%%
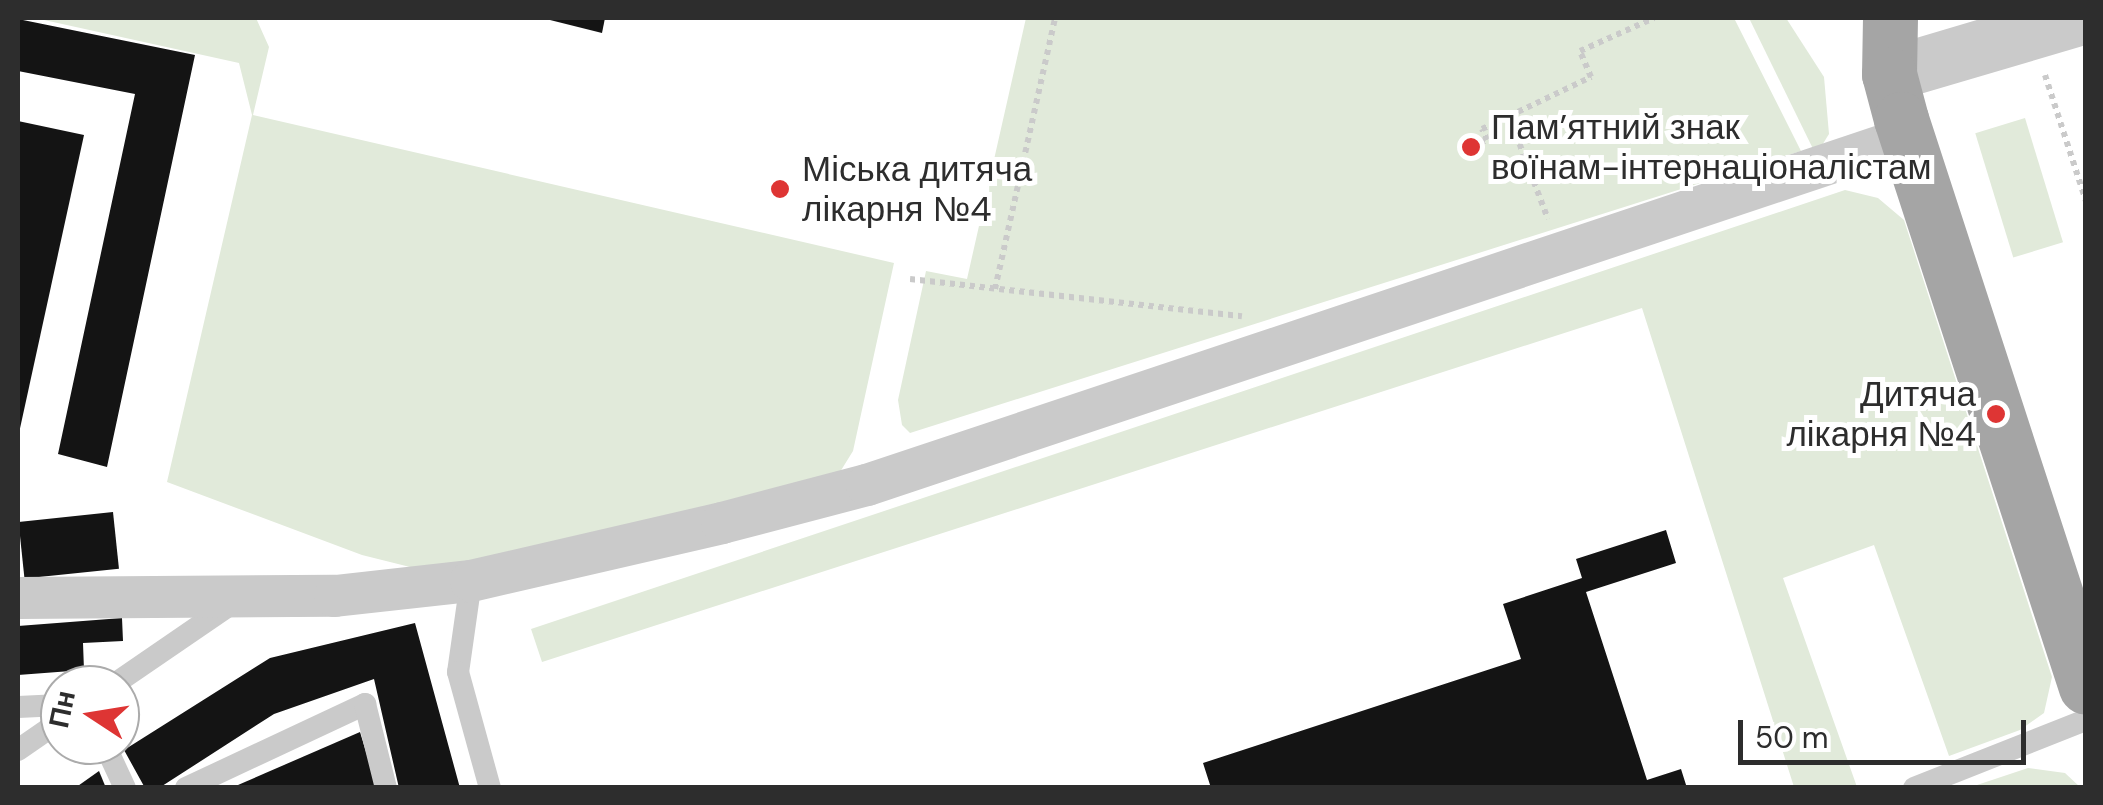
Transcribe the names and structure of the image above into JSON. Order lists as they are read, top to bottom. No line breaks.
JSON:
{"places":["Пам’ятний знак воїнам-інтернаціоналістам","Міська дитяча лікарня №4","Дитяча лікарня №4"],"scale_bar":"50 m","north":"left"}
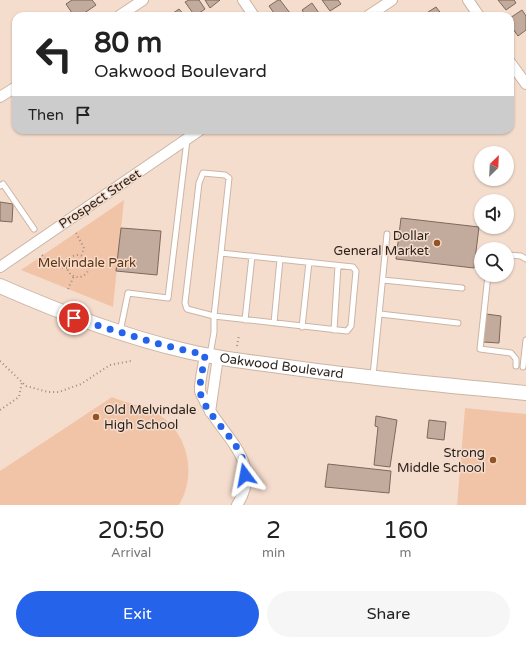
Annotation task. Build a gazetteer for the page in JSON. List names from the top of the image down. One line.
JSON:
{"streets":{"main road":["Oakwood Boulevard"],"street":["Prospect Street"]},"parks":["Melvindale Park"],"places":["Dollar General Market","Old Melvindale High School","Strong Middle School"],"north":"top right","page":{"turn":["80 m","Oakwood Boulevard"],"then":"Then","eta":["20:50","Arrival","2","min","160","m"],"buttons":["Exit","Share"]}}
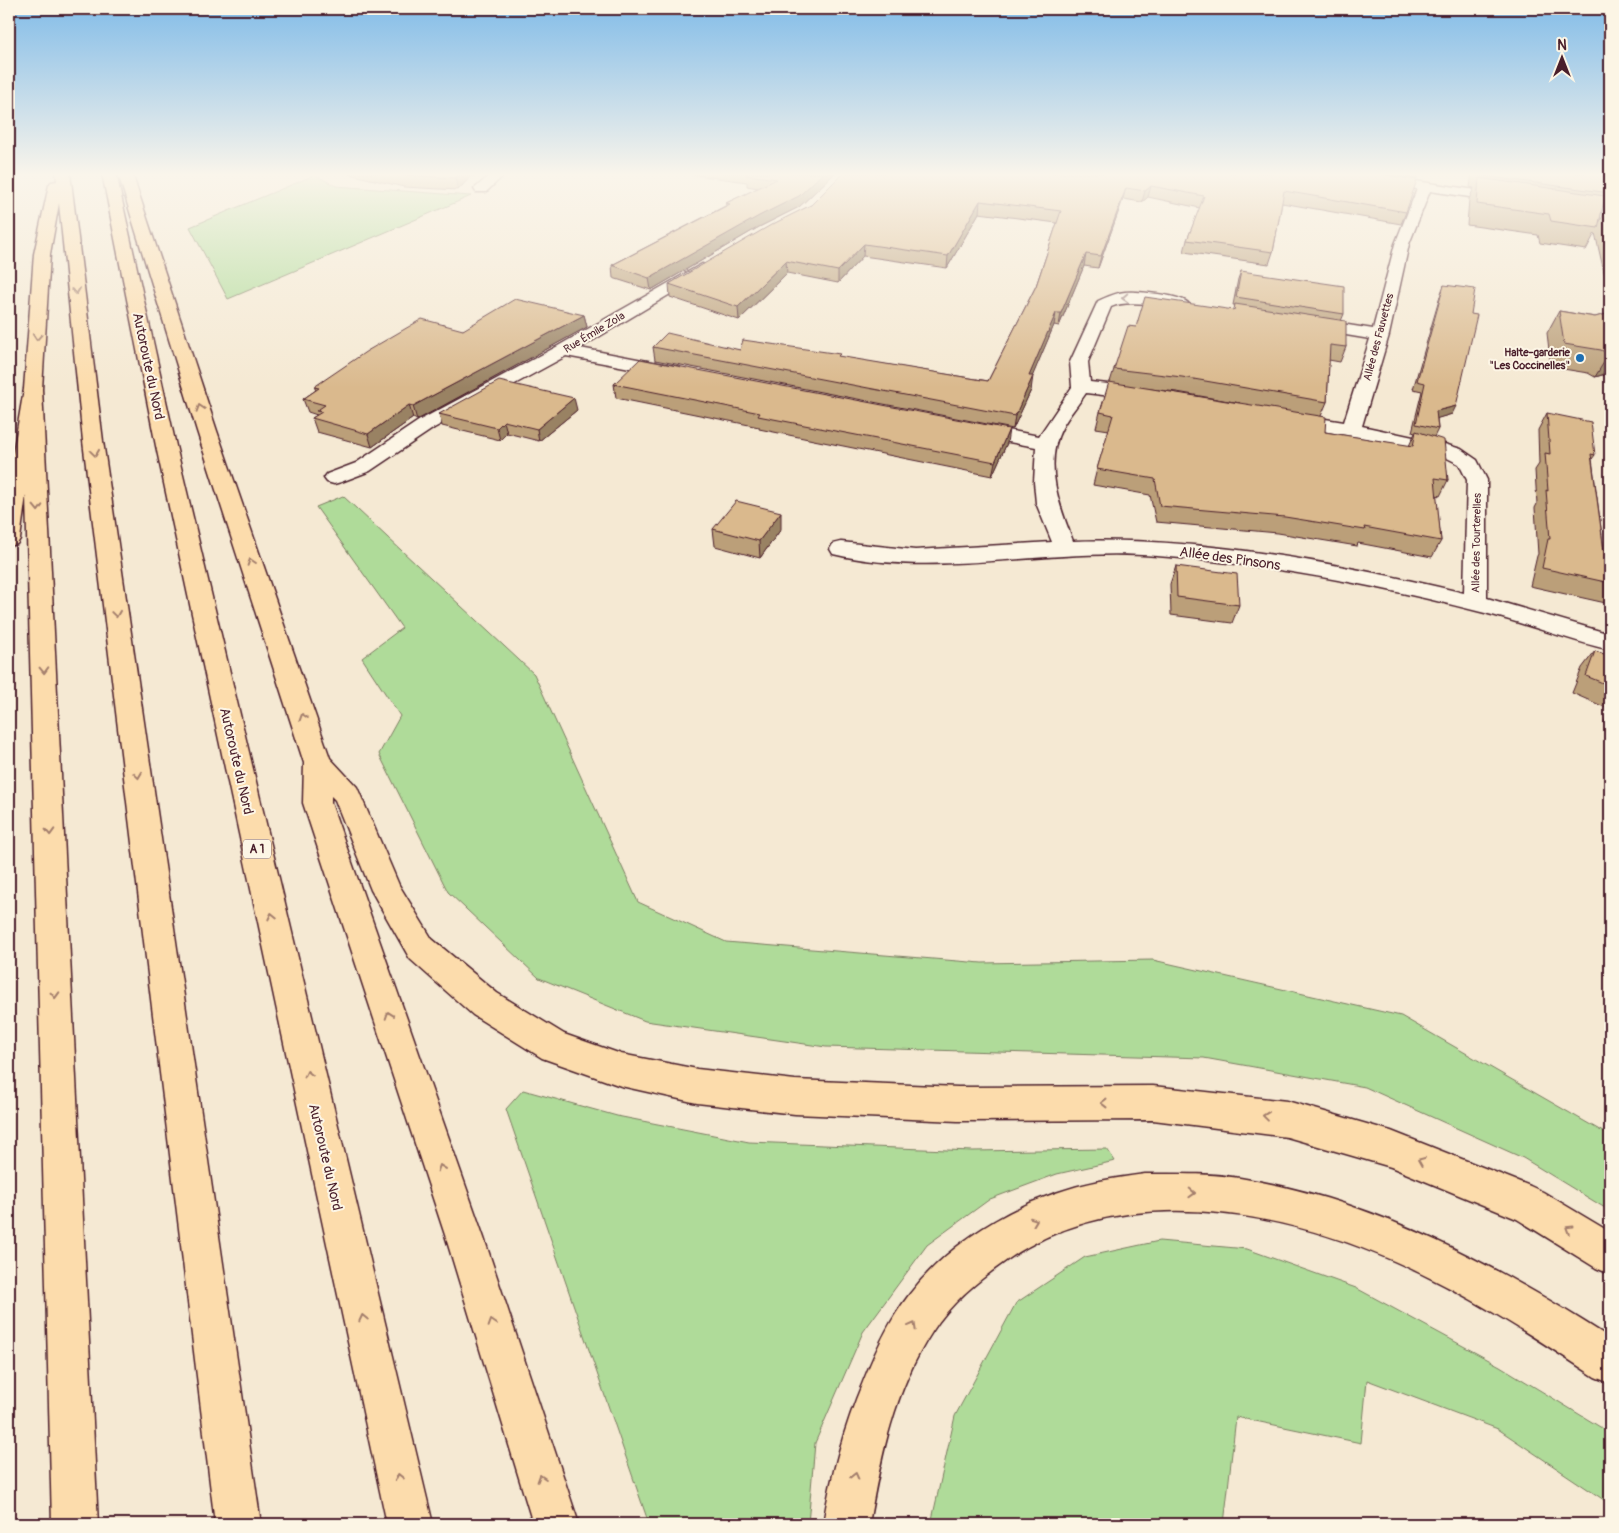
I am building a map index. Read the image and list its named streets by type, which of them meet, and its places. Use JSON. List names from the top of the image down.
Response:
{
  "streets": {
    "highway": ["Autoroute du Nord", "A 1"],
    "street": [
      "Rue Émile Zola",
      "Allée des Fauvettes",
      "Allée des Tourterelles",
      "Allée des Pinsons"
    ]
  },
  "crossings": [
    ["Allée des Fauvettes", "Allée des Tourterelles"],
    ["Allée des Tourterelles", "Allée des Pinsons"]
  ],
  "places": ["Halte-garderie \"Les Coccinelles\""],
  "north": "top"
}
%%
• [THE TASK]:
The answer is a number alone: how many lines of the data contain the string "image"?

• [PROBLEM SOLUTION]:
3